Note: I am a beginner at this, having only studied this subject independently throughout my senior year of highschool and freshman year of college. With that in mind please let me know if anything I said is off-base and try to explain things as simply as possible. Thank you.
Best Answer
Below, "ring" means "unital ring."
In the comments above, runway44 has pointed out that there is in fact a huge gap between a full ring structure on $G$ and a choice of multiplicative identity. However, I'm going to focus on the question you've asked specifically:
Given an abelian group $G$, let $I(G)$ be the set of elements $a$ of $G$ such that there is a ring $R$ with additive group $G$ and multiplicative identity $a$. At a most basic level, we just want to compute $I(G)$ given $G$.
Let's start with a triviality. If $G$ is nontrivial then $I(G)$ is not all of $G$ since the additive identity is also a multiplicative annihilator in any ring. Additionally, there are some "un-ringable" abelian groups - that is, nontrivial groups satisfying $I(G)=\emptyset$. The simplest example of such in my opinion is $\mathbb{Q}/\mathbb{Z}$.
Now we come to a slightly less trivial observation: we can in fact have $\emptyset\subsetneq I(G)\subsetneq G\setminus\{e_G\}$. Given a ring $R$ and an element $r\in R$, let $ord_R(r)$ be the order of the cyclic subgroup of the additive group of $R$ generated by $r$. For example, if $R$ is a field and $r$ is the multiplicative unit, then $ord_R(r)$ is just the characteristic.
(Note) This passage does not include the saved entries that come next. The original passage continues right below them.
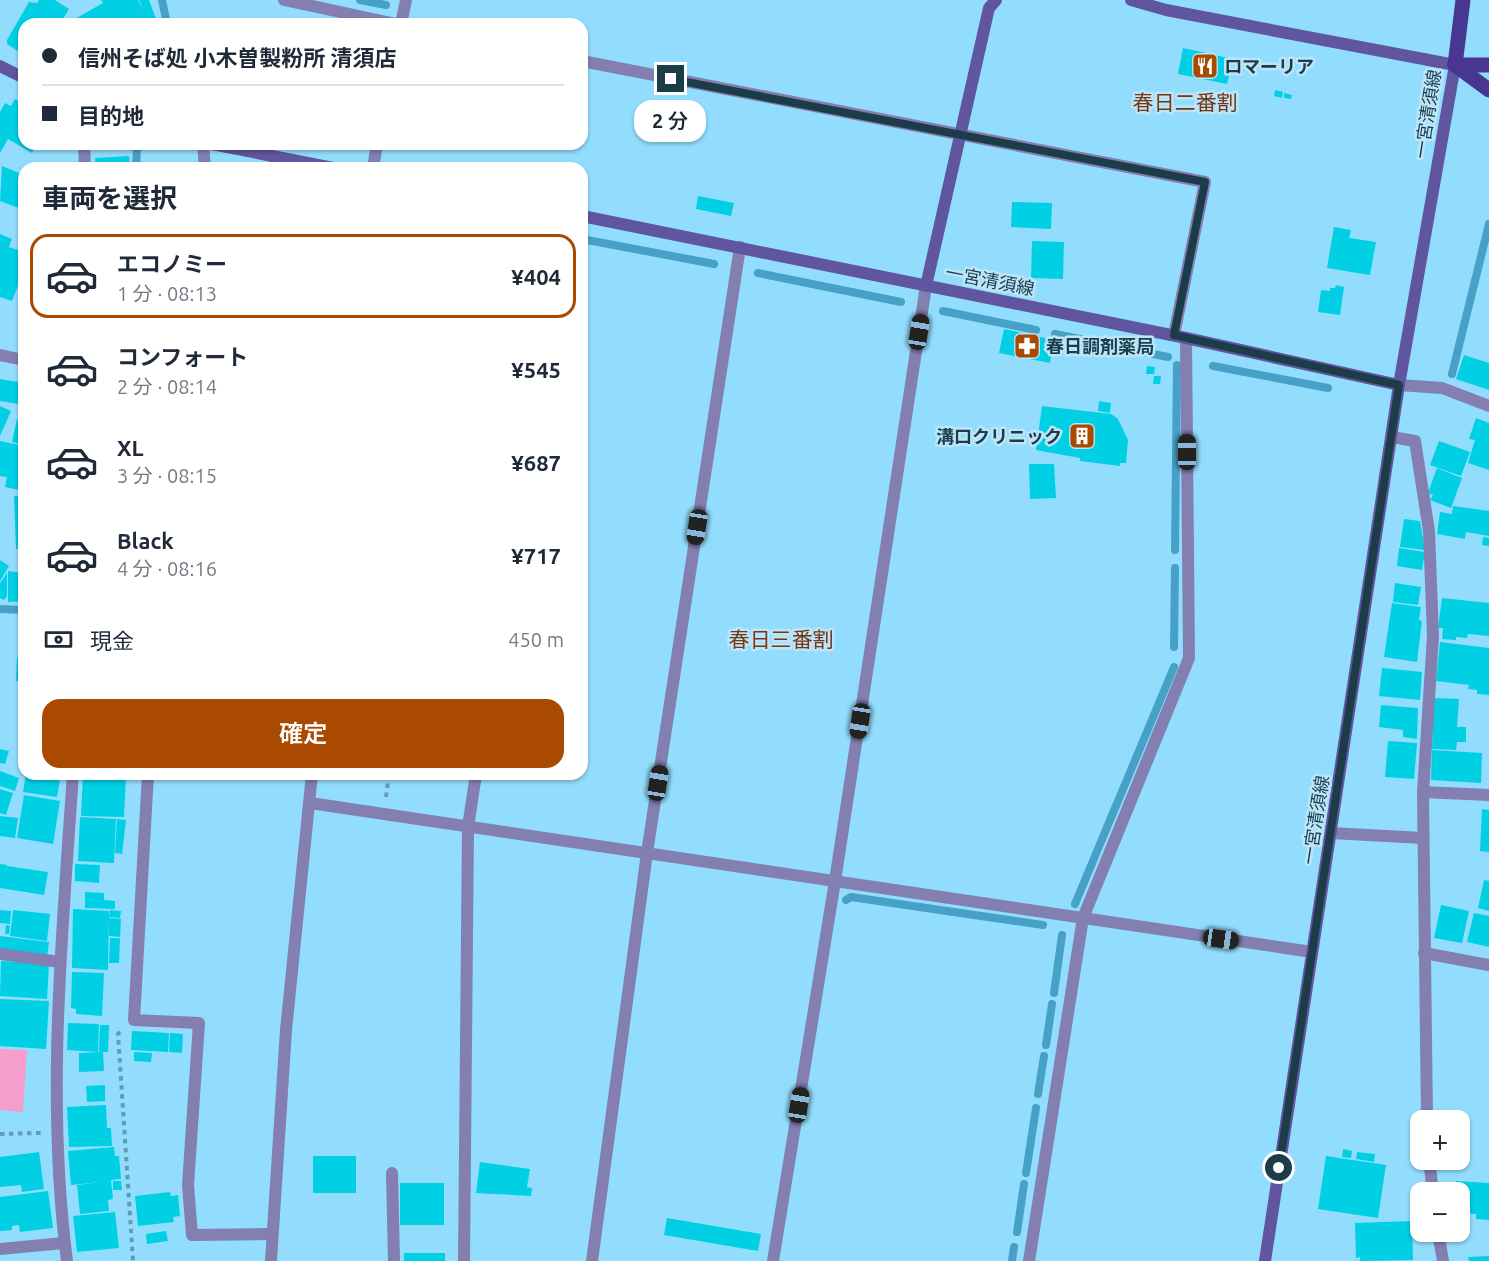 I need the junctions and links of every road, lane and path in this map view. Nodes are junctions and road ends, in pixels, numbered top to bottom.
1 (284, 0) edge
2 (406, 0) edge
3 (996, 0) edge
4 (1131, 0) edge
5 (1463, 0) edge
6 (1167, 5) edge
7 (370, 18) edge
8 (401, 18) edge
9 (588, 62) edge
10 (1489, 64) edge
11 (1455, 65) junction
12 (0, 66) edge
13 (18, 75) edge
14 (1489, 90) edge
15 (960, 136) junction
16 (242, 150) edge
17 (303, 162) edge
18 (588, 217) edge
19 (740, 247) junction
20 (926, 286) junction
21 (1180, 336) junction
22 (0, 355) edge
23 (18, 359) edge
24 (1399, 385) junction
25 (1489, 405) edge
26 (1392, 437) junction
27 (73, 780) edge
28 (148, 780) edge
29 (312, 780) edge
30 (475, 780) edge
31 (1423, 792) junction
32 (1489, 795) edge
33 (310, 803) junction
34 (468, 827) junction
35 (1331, 833) junction
36 (1423, 838) junction
37 (647, 853) junction
38 (835, 881) junction
39 (1083, 918) junction
40 (1312, 952) junction
41 (1424, 953) junction
42 (0, 954) edge
43 (60, 962) junction
44 (1489, 965) edge
45 (134, 1020) junction
46 (1427, 1110) edge
47 (56, 1133) junction
48 (0, 1134) edge
49 (392, 1173) dead end
50 (271, 1234) junction
51 (64, 1242) junction
52 (1440, 1242) edge
53 (0, 1249) edge
54 (67, 1261) edge
55 (133, 1261) edge
56 (271, 1261) edge
57 (394, 1261) edge
58 (464, 1261) edge
59 (592, 1261) edge
60 (773, 1261) edge
61 (1029, 1261) edge
62 (1265, 1261) edge
63 (1443, 1261) edge

1 - 7 street
2 - 8 street
3 - 15 main road, 一宮清須線
4 - 6 main road, 一宮清須線
5 - 11 main road
6 - 11 main road, 一宮清須線
9 - 15 street
10 - 11 main road
11 - 14 main road
11 - 24 main road, 一宮清須線
12 - 13 main road
15 - 20 main road, 一宮清須線
15 - 21 street
16 - 17 main road
18 - 19 main road, 一宮清須線
19 - 20 main road, 一宮清須線
19 - 37 street
20 - 21 main road, 一宮清須線
20 - 38 street
21 - 24 main road, 一宮清須線
21 - 39 street
22 - 23 street
24 - 25 street
24 - 26 main road, 一宮清須線
26 - 31 street
26 - 35 main road, 一宮清須線
27 - 43 street
28 - 45 street
29 - 33 street
30 - 34 street
31 - 32 street
31 - 36 street
33 - 34 street
33 - 50 street
34 - 37 street
34 - 58 street
35 - 36 street
35 - 40 main road, 一宮清須線
36 - 41 street
37 - 38 street
37 - 59 street
38 - 39 street
38 - 60 street
39 - 40 street
39 - 61 street
40 - 62 main road, 一宮清須線
41 - 44 street
41 - 46 street
42 - 43 street
43 - 47 street
45 - 50 street
45 - 55 path
47 - 48 path
47 - 51 street
49 - 57 street
50 - 56 street
51 - 53 street
51 - 54 street
52 - 63 street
Distributivity implies that $ord_R(r)\vert ord_R(1_R)$ for every $r\in R$. Turning this around, we get a constraint on the function $I$ defined above: for example, every element of $I(\mathbb{Z}/6\mathbb{Z})$ must have order $6$ (and since all elements of order $6$ in $\mathbb{Z}/6\mathbb{Z}$ are automorphic, this gives a complete description of $I(\mathbb{Z}/6\mathbb{Z})$).